Mother's Day traditions

With Mothers’ Day fast approaching on 31st March, we’ve been finding out about how people celebrate their Mums around the world.

 

The beginning of a tradition

The tradition itself began in the 16th century when children were given the day off to go to their “Mother Church” and honour the Virgin Mary.

 

Britain now

In modern day Britain, we celebrate mothers and the sacrifices they make for their children with gifts such as flowers, cards and chocolates.
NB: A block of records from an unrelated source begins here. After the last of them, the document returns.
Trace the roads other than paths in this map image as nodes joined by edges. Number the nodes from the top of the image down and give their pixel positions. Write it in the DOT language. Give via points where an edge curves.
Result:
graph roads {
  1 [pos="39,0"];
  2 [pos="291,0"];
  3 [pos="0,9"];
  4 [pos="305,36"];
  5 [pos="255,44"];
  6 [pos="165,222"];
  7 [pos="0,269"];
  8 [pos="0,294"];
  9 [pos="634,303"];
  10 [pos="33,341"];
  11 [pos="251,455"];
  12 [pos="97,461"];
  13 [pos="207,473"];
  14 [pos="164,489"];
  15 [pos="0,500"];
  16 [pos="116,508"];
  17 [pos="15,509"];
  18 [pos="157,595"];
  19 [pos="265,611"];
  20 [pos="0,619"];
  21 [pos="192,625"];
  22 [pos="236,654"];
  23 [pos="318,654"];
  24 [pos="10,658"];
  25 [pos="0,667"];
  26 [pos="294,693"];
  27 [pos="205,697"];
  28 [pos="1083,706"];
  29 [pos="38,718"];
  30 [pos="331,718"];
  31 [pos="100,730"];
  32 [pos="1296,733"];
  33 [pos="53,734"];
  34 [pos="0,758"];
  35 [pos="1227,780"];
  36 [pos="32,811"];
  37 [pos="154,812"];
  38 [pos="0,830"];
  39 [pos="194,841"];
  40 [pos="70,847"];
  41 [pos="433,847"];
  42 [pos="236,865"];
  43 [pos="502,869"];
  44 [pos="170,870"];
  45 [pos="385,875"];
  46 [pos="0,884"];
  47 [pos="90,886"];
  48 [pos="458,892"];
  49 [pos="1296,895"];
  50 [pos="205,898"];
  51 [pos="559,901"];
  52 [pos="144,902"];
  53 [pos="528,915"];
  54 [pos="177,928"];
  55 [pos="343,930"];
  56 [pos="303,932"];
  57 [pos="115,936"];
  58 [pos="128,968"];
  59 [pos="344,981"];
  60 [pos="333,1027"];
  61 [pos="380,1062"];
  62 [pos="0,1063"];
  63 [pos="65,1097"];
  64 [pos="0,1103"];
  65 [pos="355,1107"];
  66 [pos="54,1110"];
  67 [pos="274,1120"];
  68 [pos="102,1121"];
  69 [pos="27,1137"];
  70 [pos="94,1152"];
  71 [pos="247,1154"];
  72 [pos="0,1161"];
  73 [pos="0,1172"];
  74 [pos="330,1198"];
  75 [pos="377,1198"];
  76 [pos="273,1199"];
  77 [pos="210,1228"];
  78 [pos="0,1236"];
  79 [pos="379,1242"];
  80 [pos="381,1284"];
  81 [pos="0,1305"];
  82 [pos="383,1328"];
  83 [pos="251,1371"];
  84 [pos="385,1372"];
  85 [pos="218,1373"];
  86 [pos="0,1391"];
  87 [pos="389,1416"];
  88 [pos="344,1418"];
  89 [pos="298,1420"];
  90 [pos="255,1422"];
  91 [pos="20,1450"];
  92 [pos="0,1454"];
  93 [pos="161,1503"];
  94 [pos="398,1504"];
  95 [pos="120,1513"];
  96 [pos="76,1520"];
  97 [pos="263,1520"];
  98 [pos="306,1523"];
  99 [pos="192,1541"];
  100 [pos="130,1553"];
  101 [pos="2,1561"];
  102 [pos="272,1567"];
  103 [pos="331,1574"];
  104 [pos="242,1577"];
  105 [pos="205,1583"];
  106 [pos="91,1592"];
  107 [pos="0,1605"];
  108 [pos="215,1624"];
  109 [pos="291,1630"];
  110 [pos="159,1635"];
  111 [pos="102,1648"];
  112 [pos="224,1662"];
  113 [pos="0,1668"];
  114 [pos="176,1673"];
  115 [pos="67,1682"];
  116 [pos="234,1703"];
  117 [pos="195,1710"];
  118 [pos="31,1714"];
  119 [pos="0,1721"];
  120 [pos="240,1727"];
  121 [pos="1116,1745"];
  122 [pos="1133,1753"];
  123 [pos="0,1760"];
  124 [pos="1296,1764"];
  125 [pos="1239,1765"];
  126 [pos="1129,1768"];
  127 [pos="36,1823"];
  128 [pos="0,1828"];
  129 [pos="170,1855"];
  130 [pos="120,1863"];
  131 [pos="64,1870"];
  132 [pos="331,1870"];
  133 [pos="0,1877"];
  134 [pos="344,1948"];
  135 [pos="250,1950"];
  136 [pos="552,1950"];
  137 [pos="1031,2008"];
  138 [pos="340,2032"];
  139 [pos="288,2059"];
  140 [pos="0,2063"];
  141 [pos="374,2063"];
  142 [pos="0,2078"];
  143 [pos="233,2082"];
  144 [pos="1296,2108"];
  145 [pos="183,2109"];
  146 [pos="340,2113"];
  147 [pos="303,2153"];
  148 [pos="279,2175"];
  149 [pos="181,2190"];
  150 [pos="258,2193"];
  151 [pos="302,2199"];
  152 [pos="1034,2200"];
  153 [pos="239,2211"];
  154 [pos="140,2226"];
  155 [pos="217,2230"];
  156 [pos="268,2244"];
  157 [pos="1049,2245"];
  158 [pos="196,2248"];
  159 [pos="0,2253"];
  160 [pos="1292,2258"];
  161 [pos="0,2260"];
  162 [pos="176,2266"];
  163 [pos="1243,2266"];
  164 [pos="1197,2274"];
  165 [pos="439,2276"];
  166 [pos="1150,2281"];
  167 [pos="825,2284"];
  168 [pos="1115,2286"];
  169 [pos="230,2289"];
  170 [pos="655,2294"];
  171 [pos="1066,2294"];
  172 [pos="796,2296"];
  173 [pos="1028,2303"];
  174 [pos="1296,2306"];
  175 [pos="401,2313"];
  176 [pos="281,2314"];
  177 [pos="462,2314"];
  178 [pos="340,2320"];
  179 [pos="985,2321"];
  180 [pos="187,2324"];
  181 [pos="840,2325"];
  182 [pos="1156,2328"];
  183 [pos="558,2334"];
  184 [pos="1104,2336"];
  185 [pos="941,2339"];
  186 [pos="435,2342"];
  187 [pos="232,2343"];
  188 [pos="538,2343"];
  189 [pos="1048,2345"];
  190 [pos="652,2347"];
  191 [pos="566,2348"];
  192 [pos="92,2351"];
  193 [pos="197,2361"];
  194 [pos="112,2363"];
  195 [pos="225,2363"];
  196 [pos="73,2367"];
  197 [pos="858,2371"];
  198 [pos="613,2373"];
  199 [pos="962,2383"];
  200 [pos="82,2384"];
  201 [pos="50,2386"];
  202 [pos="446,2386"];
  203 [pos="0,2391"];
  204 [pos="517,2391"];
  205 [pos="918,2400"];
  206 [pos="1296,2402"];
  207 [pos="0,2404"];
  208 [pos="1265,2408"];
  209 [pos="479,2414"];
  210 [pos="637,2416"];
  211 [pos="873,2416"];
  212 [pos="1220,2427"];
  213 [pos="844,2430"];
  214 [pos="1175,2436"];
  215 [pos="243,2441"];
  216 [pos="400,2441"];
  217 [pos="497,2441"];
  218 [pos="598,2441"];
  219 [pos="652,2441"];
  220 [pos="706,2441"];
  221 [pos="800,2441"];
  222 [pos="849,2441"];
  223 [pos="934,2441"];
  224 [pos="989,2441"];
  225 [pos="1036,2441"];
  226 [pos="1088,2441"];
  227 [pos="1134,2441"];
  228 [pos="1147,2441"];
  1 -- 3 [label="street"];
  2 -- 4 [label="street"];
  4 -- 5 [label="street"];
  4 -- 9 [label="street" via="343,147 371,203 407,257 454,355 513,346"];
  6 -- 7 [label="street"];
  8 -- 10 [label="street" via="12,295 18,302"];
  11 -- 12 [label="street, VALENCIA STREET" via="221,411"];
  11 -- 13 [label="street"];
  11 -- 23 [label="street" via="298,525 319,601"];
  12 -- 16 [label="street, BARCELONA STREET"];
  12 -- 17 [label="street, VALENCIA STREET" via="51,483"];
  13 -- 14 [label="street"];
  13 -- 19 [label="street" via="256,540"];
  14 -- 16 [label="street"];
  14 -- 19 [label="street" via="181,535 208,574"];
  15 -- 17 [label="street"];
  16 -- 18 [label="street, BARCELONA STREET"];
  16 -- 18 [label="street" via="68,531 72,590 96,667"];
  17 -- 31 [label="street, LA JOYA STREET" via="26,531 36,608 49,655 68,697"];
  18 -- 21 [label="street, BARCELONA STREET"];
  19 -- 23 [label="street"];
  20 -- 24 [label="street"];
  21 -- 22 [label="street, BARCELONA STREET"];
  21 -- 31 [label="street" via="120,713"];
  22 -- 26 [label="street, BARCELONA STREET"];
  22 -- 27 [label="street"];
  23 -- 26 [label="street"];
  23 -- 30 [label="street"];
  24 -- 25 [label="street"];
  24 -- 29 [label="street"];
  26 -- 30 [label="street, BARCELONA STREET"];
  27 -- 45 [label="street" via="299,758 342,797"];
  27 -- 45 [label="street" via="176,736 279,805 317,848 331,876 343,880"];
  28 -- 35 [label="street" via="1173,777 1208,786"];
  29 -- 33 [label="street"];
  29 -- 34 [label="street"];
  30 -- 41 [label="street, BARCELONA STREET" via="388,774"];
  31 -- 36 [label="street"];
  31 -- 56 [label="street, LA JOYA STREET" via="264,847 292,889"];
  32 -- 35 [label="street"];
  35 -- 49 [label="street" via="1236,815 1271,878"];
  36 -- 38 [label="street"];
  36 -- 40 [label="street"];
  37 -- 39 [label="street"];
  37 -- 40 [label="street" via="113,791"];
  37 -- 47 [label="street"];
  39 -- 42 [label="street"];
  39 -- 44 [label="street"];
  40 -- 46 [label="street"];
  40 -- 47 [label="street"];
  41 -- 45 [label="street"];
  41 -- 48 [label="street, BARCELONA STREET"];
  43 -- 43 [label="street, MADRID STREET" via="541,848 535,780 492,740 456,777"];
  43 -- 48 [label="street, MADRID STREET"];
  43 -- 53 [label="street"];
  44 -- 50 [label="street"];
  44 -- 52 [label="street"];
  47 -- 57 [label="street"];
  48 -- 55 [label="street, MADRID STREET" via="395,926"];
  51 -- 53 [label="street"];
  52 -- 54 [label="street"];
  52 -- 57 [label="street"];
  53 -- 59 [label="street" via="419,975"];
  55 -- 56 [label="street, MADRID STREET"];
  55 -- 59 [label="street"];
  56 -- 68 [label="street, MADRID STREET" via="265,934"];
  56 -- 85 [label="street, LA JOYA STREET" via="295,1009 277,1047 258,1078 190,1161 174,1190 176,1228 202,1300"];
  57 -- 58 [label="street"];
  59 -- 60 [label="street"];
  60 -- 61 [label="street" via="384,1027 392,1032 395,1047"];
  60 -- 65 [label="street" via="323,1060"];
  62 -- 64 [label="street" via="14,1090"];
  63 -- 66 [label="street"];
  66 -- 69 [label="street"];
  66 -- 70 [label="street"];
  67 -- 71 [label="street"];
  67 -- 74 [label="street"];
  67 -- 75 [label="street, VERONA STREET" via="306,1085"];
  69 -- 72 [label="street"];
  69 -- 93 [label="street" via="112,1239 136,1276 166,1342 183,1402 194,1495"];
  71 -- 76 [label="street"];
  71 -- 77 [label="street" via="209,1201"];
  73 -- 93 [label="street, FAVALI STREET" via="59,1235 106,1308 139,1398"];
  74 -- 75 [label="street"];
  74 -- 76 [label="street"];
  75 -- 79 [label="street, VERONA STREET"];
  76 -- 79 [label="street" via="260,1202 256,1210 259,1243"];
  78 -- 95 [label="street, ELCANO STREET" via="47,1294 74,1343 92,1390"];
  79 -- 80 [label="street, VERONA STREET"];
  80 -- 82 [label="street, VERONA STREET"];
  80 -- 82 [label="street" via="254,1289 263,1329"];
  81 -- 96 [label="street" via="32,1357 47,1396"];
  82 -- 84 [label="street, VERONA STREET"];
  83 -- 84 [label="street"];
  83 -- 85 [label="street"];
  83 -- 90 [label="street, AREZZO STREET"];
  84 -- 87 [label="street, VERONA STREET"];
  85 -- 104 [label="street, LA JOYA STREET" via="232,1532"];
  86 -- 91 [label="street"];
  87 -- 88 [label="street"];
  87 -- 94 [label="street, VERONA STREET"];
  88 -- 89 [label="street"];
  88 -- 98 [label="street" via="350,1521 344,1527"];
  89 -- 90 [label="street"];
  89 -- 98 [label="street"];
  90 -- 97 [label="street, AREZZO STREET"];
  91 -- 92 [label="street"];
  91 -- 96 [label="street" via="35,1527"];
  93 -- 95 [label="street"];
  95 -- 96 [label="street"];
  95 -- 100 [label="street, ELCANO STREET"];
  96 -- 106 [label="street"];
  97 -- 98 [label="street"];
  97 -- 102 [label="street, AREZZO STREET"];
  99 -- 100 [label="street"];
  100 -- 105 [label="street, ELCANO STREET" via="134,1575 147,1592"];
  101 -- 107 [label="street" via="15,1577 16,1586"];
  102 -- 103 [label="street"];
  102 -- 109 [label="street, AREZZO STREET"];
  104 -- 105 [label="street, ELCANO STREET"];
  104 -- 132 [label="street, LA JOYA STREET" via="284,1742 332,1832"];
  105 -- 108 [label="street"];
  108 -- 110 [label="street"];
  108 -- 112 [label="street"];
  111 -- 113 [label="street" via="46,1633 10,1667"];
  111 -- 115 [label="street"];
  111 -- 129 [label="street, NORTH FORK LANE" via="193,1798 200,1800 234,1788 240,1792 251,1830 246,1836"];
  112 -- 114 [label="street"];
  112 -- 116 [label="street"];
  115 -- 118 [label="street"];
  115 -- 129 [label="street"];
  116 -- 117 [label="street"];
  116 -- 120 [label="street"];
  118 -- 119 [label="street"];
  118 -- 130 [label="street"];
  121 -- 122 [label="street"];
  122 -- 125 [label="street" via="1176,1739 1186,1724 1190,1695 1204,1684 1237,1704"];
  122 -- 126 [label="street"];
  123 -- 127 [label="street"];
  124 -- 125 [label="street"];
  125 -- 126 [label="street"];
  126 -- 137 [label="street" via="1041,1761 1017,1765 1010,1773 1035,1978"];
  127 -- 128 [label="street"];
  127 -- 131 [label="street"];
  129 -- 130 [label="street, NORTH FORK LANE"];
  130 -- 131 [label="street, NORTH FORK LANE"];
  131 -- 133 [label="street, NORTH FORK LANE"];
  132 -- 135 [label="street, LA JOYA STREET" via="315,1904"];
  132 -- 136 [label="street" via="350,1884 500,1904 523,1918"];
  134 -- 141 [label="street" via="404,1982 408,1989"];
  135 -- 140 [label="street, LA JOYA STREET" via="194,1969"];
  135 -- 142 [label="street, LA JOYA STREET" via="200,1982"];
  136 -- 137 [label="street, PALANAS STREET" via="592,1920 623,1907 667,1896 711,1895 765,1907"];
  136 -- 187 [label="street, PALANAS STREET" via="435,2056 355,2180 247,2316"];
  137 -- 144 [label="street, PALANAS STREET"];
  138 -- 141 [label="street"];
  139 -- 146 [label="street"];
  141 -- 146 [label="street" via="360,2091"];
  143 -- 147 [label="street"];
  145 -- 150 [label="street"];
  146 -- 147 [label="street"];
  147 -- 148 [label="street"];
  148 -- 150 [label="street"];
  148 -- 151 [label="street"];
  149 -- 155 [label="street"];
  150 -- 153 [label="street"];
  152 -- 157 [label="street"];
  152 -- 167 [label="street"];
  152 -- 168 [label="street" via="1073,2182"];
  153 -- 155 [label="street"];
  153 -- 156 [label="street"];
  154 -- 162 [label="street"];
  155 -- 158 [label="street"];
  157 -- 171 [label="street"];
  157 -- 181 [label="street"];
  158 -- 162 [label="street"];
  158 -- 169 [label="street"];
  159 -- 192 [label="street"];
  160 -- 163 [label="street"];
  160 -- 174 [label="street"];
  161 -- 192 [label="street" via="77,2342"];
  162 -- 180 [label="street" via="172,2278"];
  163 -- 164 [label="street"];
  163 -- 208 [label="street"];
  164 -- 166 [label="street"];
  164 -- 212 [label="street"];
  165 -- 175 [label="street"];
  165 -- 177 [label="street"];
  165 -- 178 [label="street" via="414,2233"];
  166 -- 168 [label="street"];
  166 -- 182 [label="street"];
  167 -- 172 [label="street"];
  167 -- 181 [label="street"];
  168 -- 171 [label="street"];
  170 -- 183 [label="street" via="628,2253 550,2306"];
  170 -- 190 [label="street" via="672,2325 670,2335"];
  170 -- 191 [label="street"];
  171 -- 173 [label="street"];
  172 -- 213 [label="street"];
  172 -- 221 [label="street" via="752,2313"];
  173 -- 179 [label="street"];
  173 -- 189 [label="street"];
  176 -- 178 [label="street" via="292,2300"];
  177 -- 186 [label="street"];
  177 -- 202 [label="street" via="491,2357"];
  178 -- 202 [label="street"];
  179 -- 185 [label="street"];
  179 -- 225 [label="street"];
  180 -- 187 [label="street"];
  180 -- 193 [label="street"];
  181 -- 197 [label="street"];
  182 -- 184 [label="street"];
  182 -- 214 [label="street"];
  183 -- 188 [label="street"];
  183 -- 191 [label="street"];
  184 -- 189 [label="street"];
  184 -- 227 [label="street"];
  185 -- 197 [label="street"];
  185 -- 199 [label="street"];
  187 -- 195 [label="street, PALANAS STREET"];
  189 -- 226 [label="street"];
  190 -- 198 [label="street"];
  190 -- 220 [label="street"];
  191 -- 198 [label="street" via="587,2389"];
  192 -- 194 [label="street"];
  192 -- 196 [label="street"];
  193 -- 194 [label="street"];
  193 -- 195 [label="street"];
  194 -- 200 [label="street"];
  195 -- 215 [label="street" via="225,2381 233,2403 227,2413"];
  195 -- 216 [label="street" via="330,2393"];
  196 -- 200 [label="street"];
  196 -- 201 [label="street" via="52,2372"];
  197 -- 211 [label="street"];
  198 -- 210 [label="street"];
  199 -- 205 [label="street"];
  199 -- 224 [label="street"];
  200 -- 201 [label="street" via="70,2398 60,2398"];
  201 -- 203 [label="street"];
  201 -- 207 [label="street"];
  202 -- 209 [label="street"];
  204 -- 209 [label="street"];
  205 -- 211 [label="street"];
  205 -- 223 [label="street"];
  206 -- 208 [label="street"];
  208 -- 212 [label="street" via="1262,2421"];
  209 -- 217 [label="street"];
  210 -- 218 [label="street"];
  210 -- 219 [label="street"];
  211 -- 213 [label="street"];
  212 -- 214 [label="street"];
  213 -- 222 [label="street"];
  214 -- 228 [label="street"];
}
Some opt to spend the day with Mum on outings like cupcake decorating, flower arranging or an Eastwood Park staple – afternoon tea!

 

Down under

In Australia they celebrate the day by buying Chrysanthemums, playing on a word we all use - Mum.

 

All tied up

Meanwhile in Serbia they take a rather different approach to Mother’s Day celebrations, tying up their Mum with ribbons until she gives the children treats and small gifts!

 

Bonne fête des mères

In France, the tradition of Fete de Meres was declared by Napoleon, who wanted to reward mothers of large families. Today, children will still help out with chores for their Mum, bring gifts and end the relaxing day with a big celebratory meal.

 

No matter where (or when!) in the world Mother’s Day is taking place, Mums do so much for us and we think that they really do deserve to be celebrated. To all the Mums out there: Thank you - and Happy Mother’s Day!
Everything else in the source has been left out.